--- Source records ---
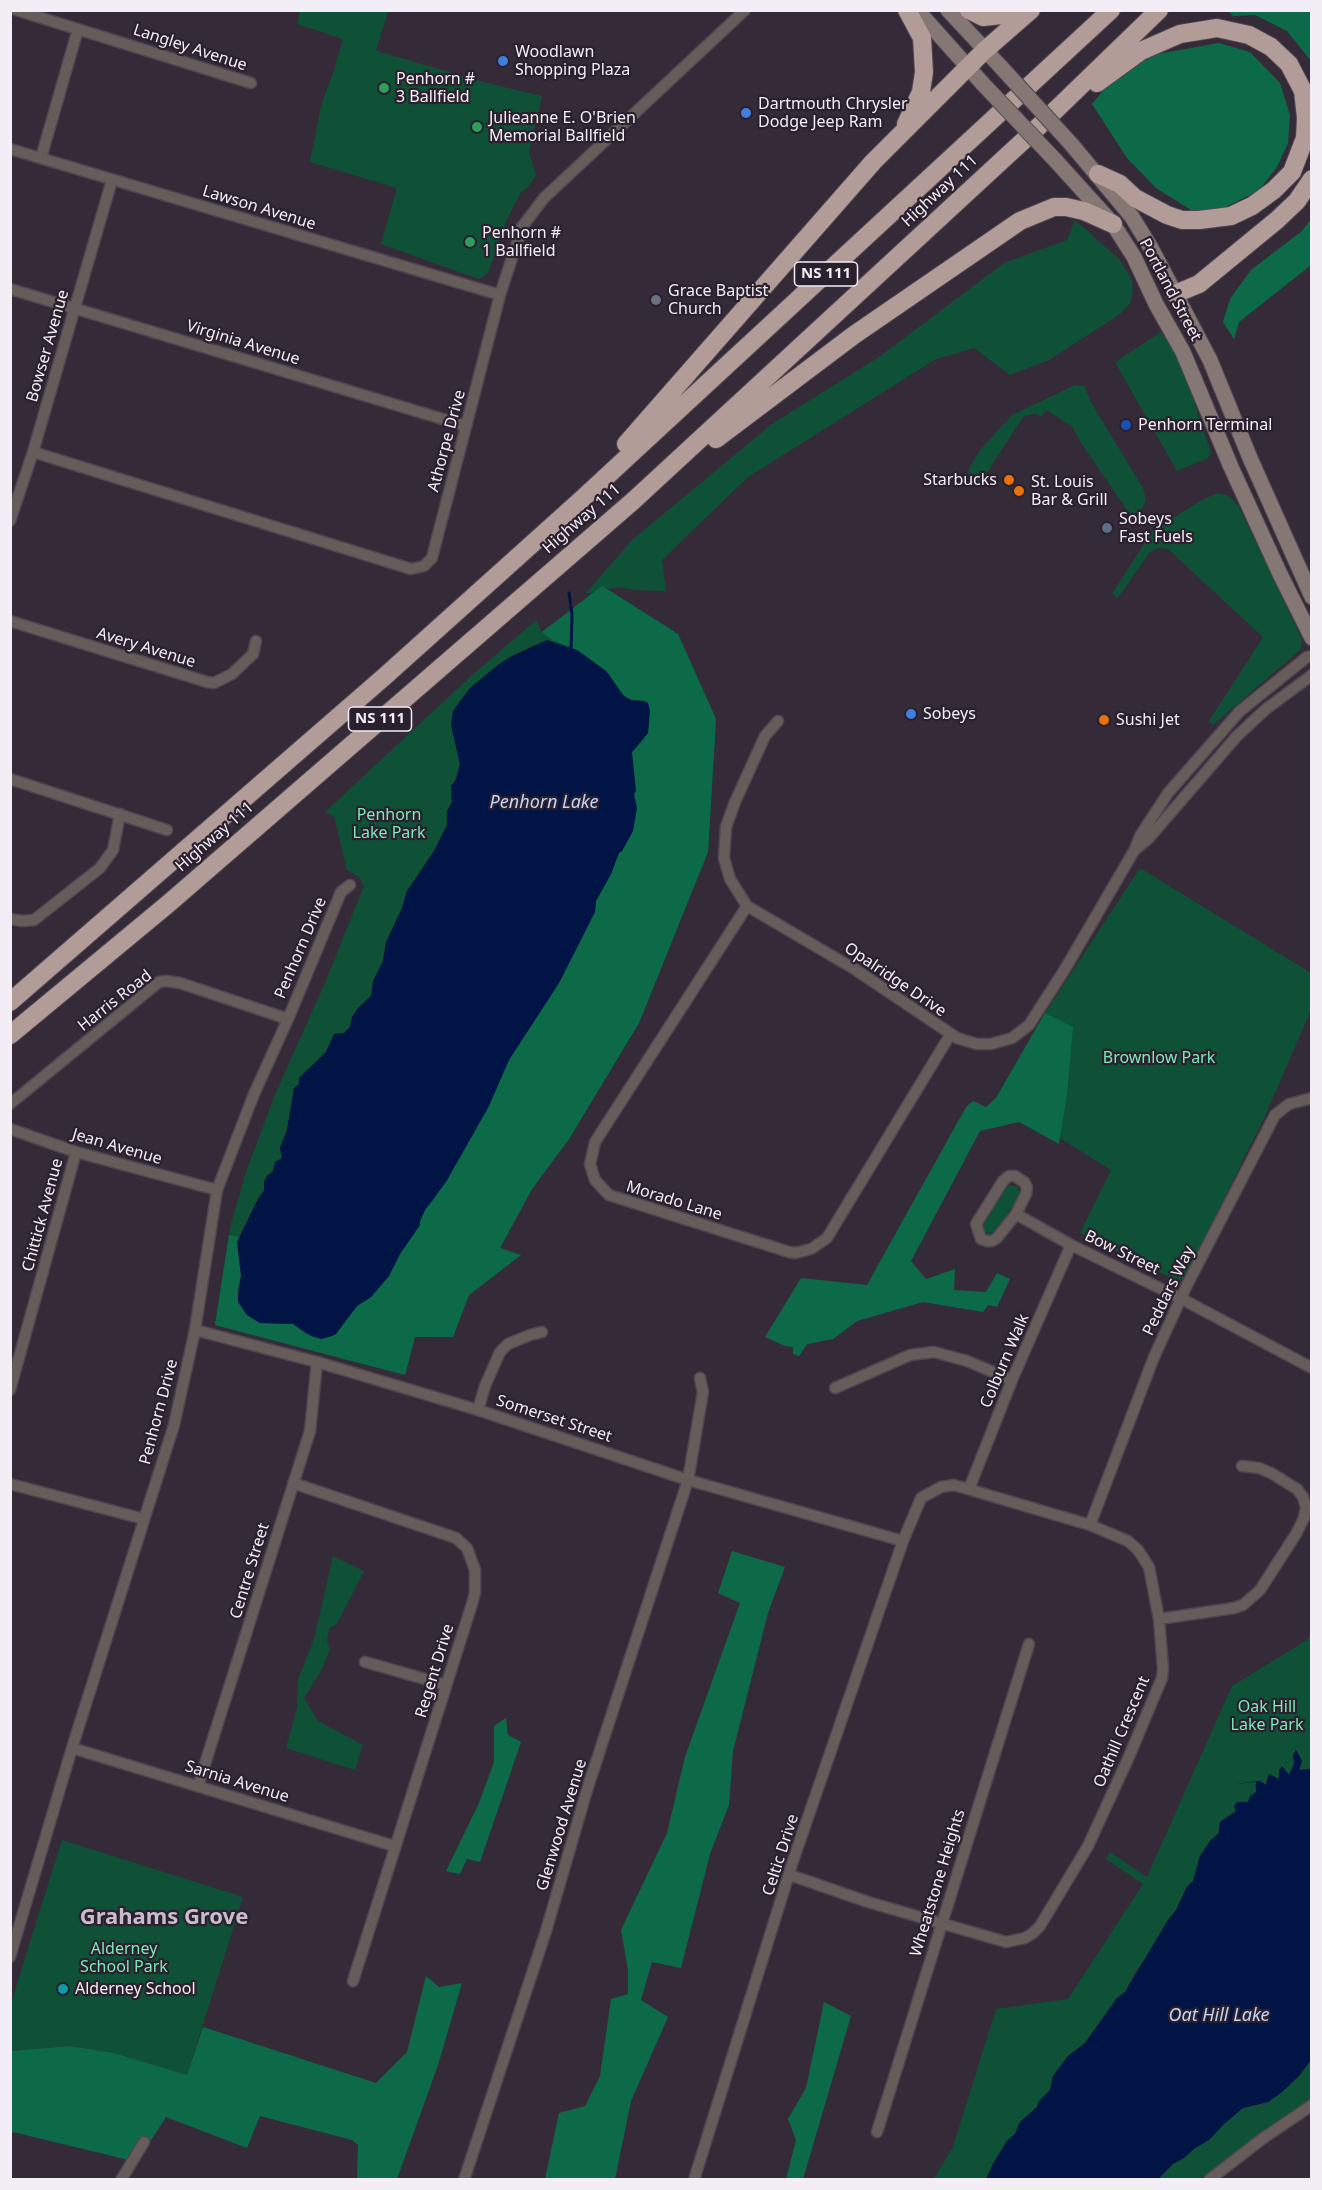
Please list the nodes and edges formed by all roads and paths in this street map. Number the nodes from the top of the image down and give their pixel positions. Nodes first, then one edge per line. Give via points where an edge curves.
1 (16, 10) edge
2 (745, 10) edge
3 (907, 10) edge
4 (917, 10) edge
5 (948, 10) edge
6 (969, 10) edge
7 (1014, 10) edge
8 (1031, 10) edge
9 (1110, 10) edge
10 (1160, 10) edge
11 (78, 29) junction
12 (984, 51) junction
13 (969, 67) junction
14 (251, 83) dead end
15 (1036, 129) junction
16 (901, 136) junction
17 (10, 148) edge
18 (40, 158) junction
19 (1098, 174) junction
20 (1311, 178) edge
21 (112, 180) junction
22 (1113, 224) junction
23 (10, 289) edge
24 (1175, 294) junction
25 (500, 296) junction
26 (1156, 304) junction
27 (74, 308) junction
28 (466, 426) junction
29 (33, 452) junction
30 (633, 501) junction
31 (10, 521) edge
32 (541, 536) junction
33 (1311, 597) edge
34 (10, 621) edge
35 (1311, 638) edge
36 (256, 641) dead end
37 (1311, 656) edge
38 (1311, 675) edge
39 (778, 721) dead end
40 (10, 779) edge
41 (120, 814) junction
42 (167, 830) dead end
43 (1136, 849) junction
44 (350, 885) dead end
45 (747, 906) junction
46 (10, 919) edge
47 (10, 1002) edge
48 (288, 1019) junction
49 (10, 1035) edge
50 (950, 1035) junction
51 (1311, 1098) edge
52 (10, 1104) edge
53 (10, 1129) edge
54 (76, 1152) junction
55 (217, 1190) junction
56 (1016, 1214) junction
57 (1071, 1245) junction
58 (1180, 1298) junction
59 (195, 1330) junction
60 (542, 1332) dead end
61 (317, 1362) junction
62 (1311, 1368) edge
63 (700, 1378) dead end
64 (1012, 1380) junction
65 (835, 1388) dead end
66 (10, 1390) edge
67 (478, 1410) junction
68 (1242, 1466) dead end
69 (688, 1480) junction
70 (293, 1483) junction
71 (10, 1484) edge
72 (969, 1489) junction
73 (144, 1519) junction
74 (1090, 1525) junction
75 (903, 1541) junction
76 (1159, 1618) junction
77 (1029, 1644) dead end
78 (365, 1662) dead end
79 (446, 1685) junction
80 (72, 1748) junction
81 (198, 1786) junction
82 (394, 1846) junction
83 (790, 1875) junction
84 (940, 1924) junction
85 (10, 1957) edge
86 (353, 1982) dead end
87 (1311, 2104) edge
88 (877, 2132) dead end
89 (144, 2142) dead end
90 (121, 2180) edge
91 (464, 2180) edge
92 (694, 2180) edge
93 (1209, 2180) edge

1 - 11 street, Langley Avenue
2 - 25 street, Athorpe Drive via 533,210 522,227
3 - 16 highway via 922,38 924,72 921,92
4 - 13 main road, Portland Street
5 - 12 main road, Portland Street
6 - 7 highway via 983,17
8 - 12 highway
9 - 32 highway, Highway 111 / NS 111
10 - 15 highway, Highway 111 / NS 111
11 - 14 street, Langley Avenue
11 - 18 street
12 - 13 highway
12 - 19 main road, Portland Street, bridge
13 - 16 highway
13 - 22 main road, Portland Street, bridge
15 - 19 highway via 1141,51 1180,34 1217,28 1249,35 1271,47 1289,64 1303,91 1305,138 1293,172 1252,206 1231,216 1199,220 1167,215
15 - 30 highway, Highway 111 / NS 111
16 - 32 highway via 873,162 663,404
17 - 18 street, Lawson Avenue
18 - 21 street, Lawson Avenue
19 - 24 main road, Portland Street via 1132,217
20 - 24 highway via 1297,201 1277,220 1199,284
21 - 25 street, Lawson Avenue
21 - 27 street, Bowser Avenue
22 - 26 main road, Portland Street via 1134,256
22 - 30 highway via 1066,207 1054,207 1020,221 854,335
23 - 27 street, Virginia Avenue
24 - 26 main road
24 - 33 main road, Portland Street via 1210,360
25 - 28 street, Athorpe Drive
26 - 35 main road, Portland Street via 1183,352 1231,467
27 - 28 street, Virginia Avenue
27 - 29 street, Bowser Avenue
28 - 29 street, Athorpe Drive via 432,558 424,566 411,569
29 - 31 street, Bowser Avenue
30 - 49 highway, Highway 111 / NS 111 via 168,904
32 - 47 highway, Highway 111 / NS 111
34 - 36 street, Avery Avenue via 207,682 232,674 253,654
37 - 43 street, Opalridge Drive via 1240,711 1168,793
38 - 43 street, Opalridge Drive via 1237,736
39 - 45 street, Opalridge Drive via 765,736 726,827 724,858 730,879
40 - 41 street
41 - 42 street
41 - 46 street via 113,850 100,868 39,916 27,921
43 - 50 street, Opalridge Drive via 1029,1025 1012,1038 991,1044 970,1043
44 - 48 street, Penhorn Drive via 341,892
45 - 50 street, Opalridge Drive via 856,970
45 - 50 street, Morado Lane via 595,1142 590,1164 599,1186 609,1195 789,1252 811,1249 827,1238
48 - 52 street, Harris Road via 180,983 159,982
48 - 55 street, Penhorn Drive
51 - 58 street, Peddars Way via 1289,1104 1275,1115
53 - 54 street, Jean Avenue
54 - 55 street, Jean Avenue
54 - 66 street, Chittick Avenue
55 - 59 street, Penhorn Drive
56 - 56 street via 1027,1187 1020,1178 1009,1176 976,1224 981,1239 992,1241
56 - 57 street, Bow Street
57 - 58 street, Bow Street
57 - 64 street, Colburn Walk
58 - 62 street, Bow Street
58 - 74 street, Peddars Way
59 - 61 street, Somerset Street
59 - 73 street, Penhorn Drive via 174,1425
60 - 67 street via 508,1344 500,1352
61 - 67 street, Somerset Street
61 - 70 street, Centre Street via 310,1431
63 - 69 street, Glenwood Avenue via 703,1392
64 - 65 street via 949,1355 927,1353 910,1355
64 - 72 street, Colburn Walk
67 - 69 street, Somerset Street
68 - 76 street via 1271,1473 1304,1497 1304,1518 1296,1534 1260,1590 1244,1605
69 - 75 street, Somerset Street
69 - 91 street, Glenwood Avenue
70 - 79 street, Regent Drive via 442,1532 467,1548 475,1570 475,1593
70 - 81 street, Centre Street
71 - 73 street
72 - 74 street, Oathill Crescent
72 - 75 street, Oathill Crescent via 941,1487 921,1498
73 - 80 street, Penhorn Drive
74 - 76 street, Oathill Crescent via 1128,1541 1145,1559
75 - 83 street, Celtic Drive
76 - 84 street, Oathill Crescent via 1163,1668 1160,1685 1088,1846 1040,1926 1025,1938 1006,1942
77 - 84 street, Wheatstone Heights
78 - 79 street
79 - 82 street, Regent Drive
80 - 81 street, Sarnia Avenue
80 - 85 street, Penhorn Drive
81 - 82 street, Sarnia Avenue
82 - 86 street, Regent Drive
83 - 84 street, Oathill Crescent
83 - 92 street, Celtic Drive
84 - 88 street, Wheatstone Heights
87 - 93 street
89 - 90 street

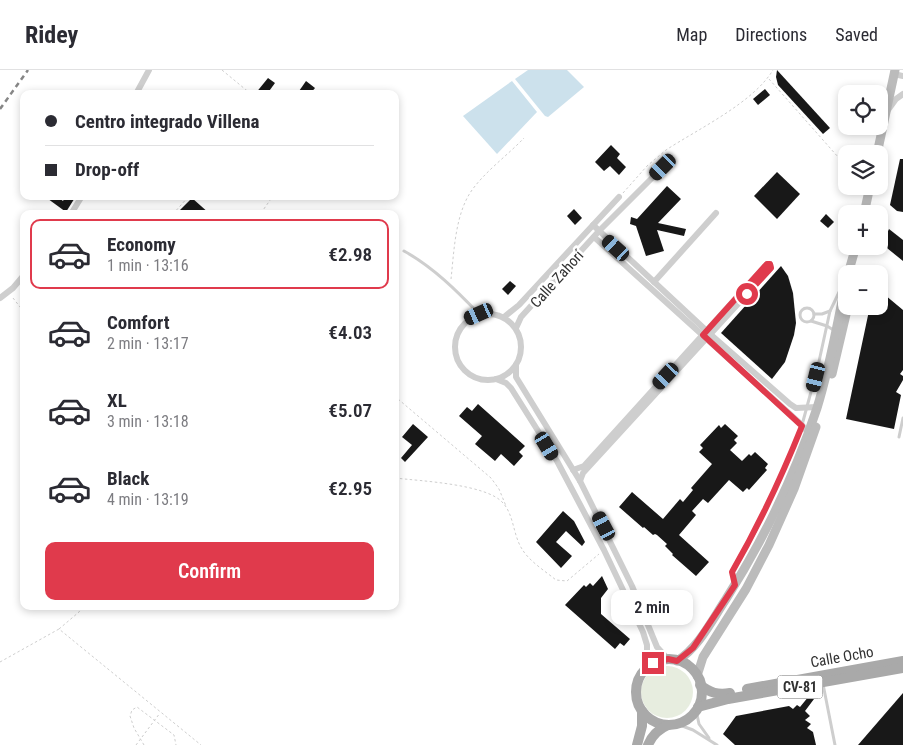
---
--- The problem ---
Examine the records and pull out every line where the string "main" occurs.

--- Result ---
4 - 13 main road, Portland Street
5 - 12 main road, Portland Street
12 - 19 main road, Portland Street, bridge
13 - 22 main road, Portland Street, bridge
19 - 24 main road, Portland Street via 1132,217
22 - 26 main road, Portland Street via 1134,256
24 - 26 main road
24 - 33 main road, Portland Street via 1210,360
26 - 35 main road, Portland Street via 1183,352 1231,467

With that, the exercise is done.